Pensando o corpo como objeto de estudo da Educação Física e negado pelos jesuítas, teríamos dois objetos diferentes, espiritual de um lado e o corporal ou físico de outro. O primeiro buscaria apenas o lado intelectual e religioso (catolicismo) na educação dos sujeitos. Já o segundo buscaria uma educação integral pautada nos conhecimentos intelectuais, culturais e físicos do mesmo.

 

 

A discussão de corpo, mesmo na Educação Física como conteúdo programático, gerou muita polêmica, ao mesmo tempo que muitas teorias e concepções.

 

 

Colocando como desafio de fazer uma leitura adequada do que Foucault (1995) chama de “política do corpo”, ou como ele aparece no sentido cultural, de maneira mais ampla, com suas relações históricas e sociais que lhe formou assim como o papel da instituição educacional neste processo de formação.

 

 

Embora atualmente, como professores de Educação Física, estejamos voltados a cultura corporal de movimento como teoria norteadora do conhecimento, se faz importante conhecermos a história do corpo para compreendermos todas as suas modificações neste processo.

 

 

Nas últimas décadas ocorreu uma (re)descoberta do corpo em suas perspectivas e possibilidades, sendo ele objeto de aprendizagem na história, filosofia, antropologia, psicologia e etc. Toda esta interdisciplinaridade se fez necessária pois dentro da cultura ocidental, este corpo vem se vinculando em diversos status sociais do qual ele se insere.

 

 

Para encerrar, mas sem esgotar os questionamentos relacionados a temática, é possível perceber a influência dos jesuítas na forma de organizar o cotidiano e ambiente escolar. Como a divisão do conhecimento em disciplinas e organização da sala de aula, com o quadro negro a frente, professor como interlocutor e detentor do conhecimento e alunos sentados enfileirados em carteiras tentando absorver todas as informações transmitidas. Mesmo que seja possível encontrar novas formas de se pensar a escola nos dias de hoje bem como de organizar o seu dia-a-dia, ainda continuamos estruturalmente aplicando os métodos jesuítas em nossas unidades. Por que será que é tão difícil modificar o cotidiano escolar e a educação tradicional?

 

 

Sendo assim, podemos encarar o atual sistema de ensino no Brasil a partir do que Morin (2015) chama de paradigma simplificador. Onde

 

 

[…] o paradigma simplificador é um paradigma que põe ordem no universo, expulsa dele a desordem. A ordem se reduz a uma lei, um princípio. A simplicidade vê o uno, ou o múltiplo, mas não consegue ver que o uno pode ser ao mesmo tempo múltiplo. O princípio da simplicidade separa o que está ligado (disjunção), ou unifica o que é diverso (redução). (MORIN, 2015, P.59).

 

 

 

Desta forma, tomando como exemplo o corpo, ele é um objeto biológico, ao mesmo tempo que cultural e intelectual. Assim, o paradigma simplificador, que aqui caracteriza o método jesuíta, faz com que este corpo seja sempre fragmentado, não sendo possível estuda-lo enquanto uma unidade. “Esquecendo que um não existe sem a outra, ainda mais que um é a outra ao mesmo tempo, embora sejam tratados por termos e conceitos diferentes” (MORIN, 2015).

 

 

 

REFERÊNCIAS BIBLIOGRÁFICAS

FOUCAULT, M. Microfísica do poder. 5a ed. Rio de Janeiro: Graal, 1995.

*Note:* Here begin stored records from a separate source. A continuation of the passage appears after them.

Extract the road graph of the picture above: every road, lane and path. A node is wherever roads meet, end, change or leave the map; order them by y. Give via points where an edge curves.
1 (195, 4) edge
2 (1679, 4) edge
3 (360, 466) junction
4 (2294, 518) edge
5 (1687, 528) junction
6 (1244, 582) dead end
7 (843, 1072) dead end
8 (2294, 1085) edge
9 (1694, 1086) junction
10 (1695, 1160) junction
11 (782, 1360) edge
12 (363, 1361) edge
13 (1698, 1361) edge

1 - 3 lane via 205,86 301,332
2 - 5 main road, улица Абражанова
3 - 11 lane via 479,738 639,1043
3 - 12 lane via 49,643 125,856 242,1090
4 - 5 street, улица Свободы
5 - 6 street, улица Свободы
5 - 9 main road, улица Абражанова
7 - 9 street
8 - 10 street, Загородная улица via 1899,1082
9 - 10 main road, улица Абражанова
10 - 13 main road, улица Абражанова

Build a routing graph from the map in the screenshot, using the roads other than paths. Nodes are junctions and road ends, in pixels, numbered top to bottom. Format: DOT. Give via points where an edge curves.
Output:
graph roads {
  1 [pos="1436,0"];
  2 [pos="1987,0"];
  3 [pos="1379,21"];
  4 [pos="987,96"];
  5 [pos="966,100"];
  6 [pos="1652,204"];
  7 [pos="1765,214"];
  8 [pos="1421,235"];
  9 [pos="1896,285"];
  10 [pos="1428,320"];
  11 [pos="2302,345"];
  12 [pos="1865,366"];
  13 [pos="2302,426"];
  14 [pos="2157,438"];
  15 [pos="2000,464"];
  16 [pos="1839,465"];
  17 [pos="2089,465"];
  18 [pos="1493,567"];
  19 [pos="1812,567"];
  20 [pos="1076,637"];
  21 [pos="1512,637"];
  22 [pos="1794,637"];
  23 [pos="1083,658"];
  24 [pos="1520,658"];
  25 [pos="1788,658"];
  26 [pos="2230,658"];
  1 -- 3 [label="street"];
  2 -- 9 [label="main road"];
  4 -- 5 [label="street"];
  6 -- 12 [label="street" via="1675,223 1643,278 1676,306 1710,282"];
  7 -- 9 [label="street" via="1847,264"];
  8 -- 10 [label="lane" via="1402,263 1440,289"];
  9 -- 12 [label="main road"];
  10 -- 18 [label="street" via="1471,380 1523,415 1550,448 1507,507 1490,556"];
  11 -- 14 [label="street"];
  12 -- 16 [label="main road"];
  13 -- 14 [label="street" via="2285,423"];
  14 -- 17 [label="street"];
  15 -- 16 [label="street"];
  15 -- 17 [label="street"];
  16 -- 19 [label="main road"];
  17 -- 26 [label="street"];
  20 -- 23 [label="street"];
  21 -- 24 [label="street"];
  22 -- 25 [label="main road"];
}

FREIRE, Paulo. Pedagogia do oprimido. 50 ed. São Paulo: Paz e Terra, 2011.

MORIN, E. O Método 5: A humanidade da humanidade; tradução: Juremir Machado da Silva. 5 ed. Porto Alegre: Sulina: 2012.

            . Introdução ao pensamento complexo; tradução: Eliane Lisboa. 5.ed. Porto Alegre: Sulina 2015.

SANTIN, S. Educação física: Da alegria do lúdico à opressão do rendimento. Porto Alegre: Edições EST/Esef, 1994.